With most area school districts administrators waiting for the state budget plan to come out in early February, attendees at the meeting for the Buckeye Association of School Administrators (BASA) learned the plan will narrow tax-based disparities between richer and poorer school districts, reward innovation and expand access to vouchers.
Kasich’s plan guarantees no funding losses for the next two years, with Ohio school funding seeing an across the board 6 percent hike in fiscal year 2014, which starts July 1 and ends June 30, 2014, and another 3.2 percent increase for the state’s fiscal year 2015. In addition, a special fund of $300 million was set aside to reward districts with grants for innovation and efficiency.
Kasich’s plan also guarantees that no schools will see funding cuts during the next biennial operations budget and special funds will be set aside for schools educating disabled students, students learning to speak English, and money to support gifted and talented students as well as high school students taking college classes.
The proposal will expand vouchers allowing parents to move children from low-performing schools to private schools.
For area superintendents, the information was welcomed but the plan still needs to clear the General Assembly. The proposal could result in funding increases for the Wapakoneta, Waynesfield-Goshen, and Botkins school districts.
Wapakoneta City Schools Superintendent Keith Horner said he was encouraged by the initial message the budget sends to local districts.
“The message was positive, and I will take a positive message at this point,” Horner said.
Horner said he was fairly optimistic of the plan but he also was a bit skeptical since the final funding formula must still be passed by the General Assembly.
“One mill in Wapakoneta is drastically different from 1 mill in Arlington,” Horner said. “This likely will help the smaller rural districts. I don’t want to speculate, but I don’t think there will be any major changes.”
A key to the proposal is of the guarantee that no districts would see any budget cuts.
“Nobody will get less than what they got last year,” Horner said.
Botkins Local Schools Superintendent Connie Schneider said she was pleased with the governor’s plan.
“I was concerned with the fact that we may see a funding cut,” Schneider said. “Basically, I was pleased with what the governor said. I have always thought that all students are entitled to the same opportunities and he is going to do that.”
The 96th percentile of all the districts in the state, which amounts to 21 public school districts, will be brought up to be funded at a tax base level of $250,000 in property value per student to ease disparities in millage levels from local levies.
For districts with lower property value evaluations, such as Waynesfield-Goshen, which is in the bottom 10 percent, and Botkins, which had its new school project funded at 75 percent due to lower end values, the plan could likely result in increases in funding well above the 6 percent average increase statewide.

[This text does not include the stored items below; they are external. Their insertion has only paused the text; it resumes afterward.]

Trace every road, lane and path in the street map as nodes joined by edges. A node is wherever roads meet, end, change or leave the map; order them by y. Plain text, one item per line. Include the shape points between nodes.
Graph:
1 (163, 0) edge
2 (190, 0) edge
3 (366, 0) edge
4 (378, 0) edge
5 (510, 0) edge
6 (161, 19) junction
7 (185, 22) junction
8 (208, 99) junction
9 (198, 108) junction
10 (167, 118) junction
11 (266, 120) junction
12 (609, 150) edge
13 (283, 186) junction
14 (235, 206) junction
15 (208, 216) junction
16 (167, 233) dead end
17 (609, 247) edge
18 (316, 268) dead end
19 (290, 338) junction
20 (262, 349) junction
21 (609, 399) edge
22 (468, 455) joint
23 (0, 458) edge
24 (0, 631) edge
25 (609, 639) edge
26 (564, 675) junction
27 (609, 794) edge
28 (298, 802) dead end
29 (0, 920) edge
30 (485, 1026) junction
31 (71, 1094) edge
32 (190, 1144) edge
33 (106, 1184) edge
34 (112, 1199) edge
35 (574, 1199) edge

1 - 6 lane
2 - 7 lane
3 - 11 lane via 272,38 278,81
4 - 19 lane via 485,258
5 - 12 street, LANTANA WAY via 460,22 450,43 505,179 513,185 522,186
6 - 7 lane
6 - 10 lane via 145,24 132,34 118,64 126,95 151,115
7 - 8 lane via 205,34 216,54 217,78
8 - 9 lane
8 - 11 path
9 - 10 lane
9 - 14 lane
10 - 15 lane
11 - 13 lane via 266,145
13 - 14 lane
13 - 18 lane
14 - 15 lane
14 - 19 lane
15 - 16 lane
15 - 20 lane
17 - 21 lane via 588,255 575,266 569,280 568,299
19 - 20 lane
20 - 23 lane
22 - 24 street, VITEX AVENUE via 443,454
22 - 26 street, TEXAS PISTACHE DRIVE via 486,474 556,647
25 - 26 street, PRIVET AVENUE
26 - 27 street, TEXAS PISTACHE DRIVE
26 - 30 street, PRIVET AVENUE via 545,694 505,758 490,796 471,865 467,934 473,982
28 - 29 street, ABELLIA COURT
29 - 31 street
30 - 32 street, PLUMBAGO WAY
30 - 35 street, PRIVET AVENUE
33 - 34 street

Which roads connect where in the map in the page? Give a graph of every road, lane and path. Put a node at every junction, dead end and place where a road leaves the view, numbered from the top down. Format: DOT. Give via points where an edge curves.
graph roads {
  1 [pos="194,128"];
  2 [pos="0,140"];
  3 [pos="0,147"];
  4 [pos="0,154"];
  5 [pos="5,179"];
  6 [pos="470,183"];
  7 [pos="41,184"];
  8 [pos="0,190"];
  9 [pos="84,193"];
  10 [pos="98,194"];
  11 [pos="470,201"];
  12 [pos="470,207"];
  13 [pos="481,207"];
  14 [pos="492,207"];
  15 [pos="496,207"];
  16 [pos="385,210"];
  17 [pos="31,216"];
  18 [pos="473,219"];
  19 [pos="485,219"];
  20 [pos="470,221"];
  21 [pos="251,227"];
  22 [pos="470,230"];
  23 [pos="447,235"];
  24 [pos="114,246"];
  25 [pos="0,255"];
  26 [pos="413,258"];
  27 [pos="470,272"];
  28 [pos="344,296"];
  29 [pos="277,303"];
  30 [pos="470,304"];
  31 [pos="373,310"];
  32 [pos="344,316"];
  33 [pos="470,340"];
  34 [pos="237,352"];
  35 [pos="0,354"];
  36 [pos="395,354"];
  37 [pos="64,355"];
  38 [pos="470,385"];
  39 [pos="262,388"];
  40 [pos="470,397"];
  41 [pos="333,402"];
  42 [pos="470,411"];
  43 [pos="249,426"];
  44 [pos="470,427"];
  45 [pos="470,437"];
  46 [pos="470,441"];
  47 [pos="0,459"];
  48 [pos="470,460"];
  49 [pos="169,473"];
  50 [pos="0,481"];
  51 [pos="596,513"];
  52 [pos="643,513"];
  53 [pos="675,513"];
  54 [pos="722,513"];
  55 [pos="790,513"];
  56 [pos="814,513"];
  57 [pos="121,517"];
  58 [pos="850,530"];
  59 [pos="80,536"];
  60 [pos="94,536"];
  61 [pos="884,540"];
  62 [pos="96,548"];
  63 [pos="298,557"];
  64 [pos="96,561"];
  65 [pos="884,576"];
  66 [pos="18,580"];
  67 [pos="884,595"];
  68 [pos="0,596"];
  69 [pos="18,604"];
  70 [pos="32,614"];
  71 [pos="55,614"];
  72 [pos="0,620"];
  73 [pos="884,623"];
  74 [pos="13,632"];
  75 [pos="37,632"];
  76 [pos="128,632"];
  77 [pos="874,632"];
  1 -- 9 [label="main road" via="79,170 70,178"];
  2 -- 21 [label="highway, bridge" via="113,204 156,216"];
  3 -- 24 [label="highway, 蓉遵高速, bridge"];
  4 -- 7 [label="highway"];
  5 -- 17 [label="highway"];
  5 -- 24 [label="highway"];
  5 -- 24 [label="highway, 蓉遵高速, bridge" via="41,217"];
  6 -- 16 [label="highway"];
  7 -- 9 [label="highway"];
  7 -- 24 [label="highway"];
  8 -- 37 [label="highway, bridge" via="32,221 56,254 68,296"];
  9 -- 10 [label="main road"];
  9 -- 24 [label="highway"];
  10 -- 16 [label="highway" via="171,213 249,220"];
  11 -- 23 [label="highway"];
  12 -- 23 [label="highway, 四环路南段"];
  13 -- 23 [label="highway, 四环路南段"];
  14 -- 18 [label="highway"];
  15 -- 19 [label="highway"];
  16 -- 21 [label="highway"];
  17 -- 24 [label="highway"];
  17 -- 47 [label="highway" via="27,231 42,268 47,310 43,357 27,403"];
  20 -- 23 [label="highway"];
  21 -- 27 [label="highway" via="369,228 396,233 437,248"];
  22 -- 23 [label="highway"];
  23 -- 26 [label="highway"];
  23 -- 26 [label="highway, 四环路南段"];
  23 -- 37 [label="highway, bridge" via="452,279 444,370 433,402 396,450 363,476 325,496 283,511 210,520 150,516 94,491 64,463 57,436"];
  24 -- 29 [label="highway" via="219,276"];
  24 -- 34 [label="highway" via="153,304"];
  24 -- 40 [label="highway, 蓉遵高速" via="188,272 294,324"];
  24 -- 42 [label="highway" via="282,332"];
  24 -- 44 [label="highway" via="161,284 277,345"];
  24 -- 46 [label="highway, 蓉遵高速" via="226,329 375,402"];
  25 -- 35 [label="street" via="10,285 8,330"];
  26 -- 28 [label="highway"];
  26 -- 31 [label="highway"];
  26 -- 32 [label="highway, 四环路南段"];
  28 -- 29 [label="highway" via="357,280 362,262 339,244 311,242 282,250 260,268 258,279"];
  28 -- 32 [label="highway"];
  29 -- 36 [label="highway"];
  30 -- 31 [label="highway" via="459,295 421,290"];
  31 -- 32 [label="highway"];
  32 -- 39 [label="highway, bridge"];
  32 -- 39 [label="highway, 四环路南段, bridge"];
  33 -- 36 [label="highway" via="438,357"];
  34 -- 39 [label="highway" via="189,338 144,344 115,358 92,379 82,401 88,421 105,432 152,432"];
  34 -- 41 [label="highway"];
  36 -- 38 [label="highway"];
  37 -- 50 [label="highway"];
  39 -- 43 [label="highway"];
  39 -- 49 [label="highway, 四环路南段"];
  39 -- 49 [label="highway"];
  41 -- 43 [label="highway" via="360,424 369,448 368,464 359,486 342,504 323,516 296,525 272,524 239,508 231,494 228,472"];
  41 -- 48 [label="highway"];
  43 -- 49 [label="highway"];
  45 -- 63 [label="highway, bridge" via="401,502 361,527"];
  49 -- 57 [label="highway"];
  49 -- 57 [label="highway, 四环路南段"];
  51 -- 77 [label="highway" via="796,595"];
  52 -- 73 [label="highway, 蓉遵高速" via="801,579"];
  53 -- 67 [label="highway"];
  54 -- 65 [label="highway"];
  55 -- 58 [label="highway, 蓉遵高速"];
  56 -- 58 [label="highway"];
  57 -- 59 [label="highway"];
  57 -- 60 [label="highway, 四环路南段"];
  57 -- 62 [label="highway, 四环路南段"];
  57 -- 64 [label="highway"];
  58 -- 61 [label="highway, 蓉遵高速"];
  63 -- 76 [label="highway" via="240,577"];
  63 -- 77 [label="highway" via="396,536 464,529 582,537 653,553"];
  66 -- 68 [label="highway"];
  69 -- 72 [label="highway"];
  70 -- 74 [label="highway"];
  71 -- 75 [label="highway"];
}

“The core of this proposal is that the governor said he wants to fund all students no matter where they are at,” Waynesfield-Goshen Local Schools Superindentent Chris Pfister said. “Being in the bottom 10 percent in property evaluation, we cannot generate what others do with a levy. We will not have the inequity anymore. It is the most phenomenal thing I have heard about school funding in years.”
Pfister shared the move should prove to be a positive for Waynesfield-Goshen Local Schools because it should result in a significant funding increase for the district.
The area district superintendents also agreed that they were encouraged by Kasich’s decision to unveil the plan to administrators first.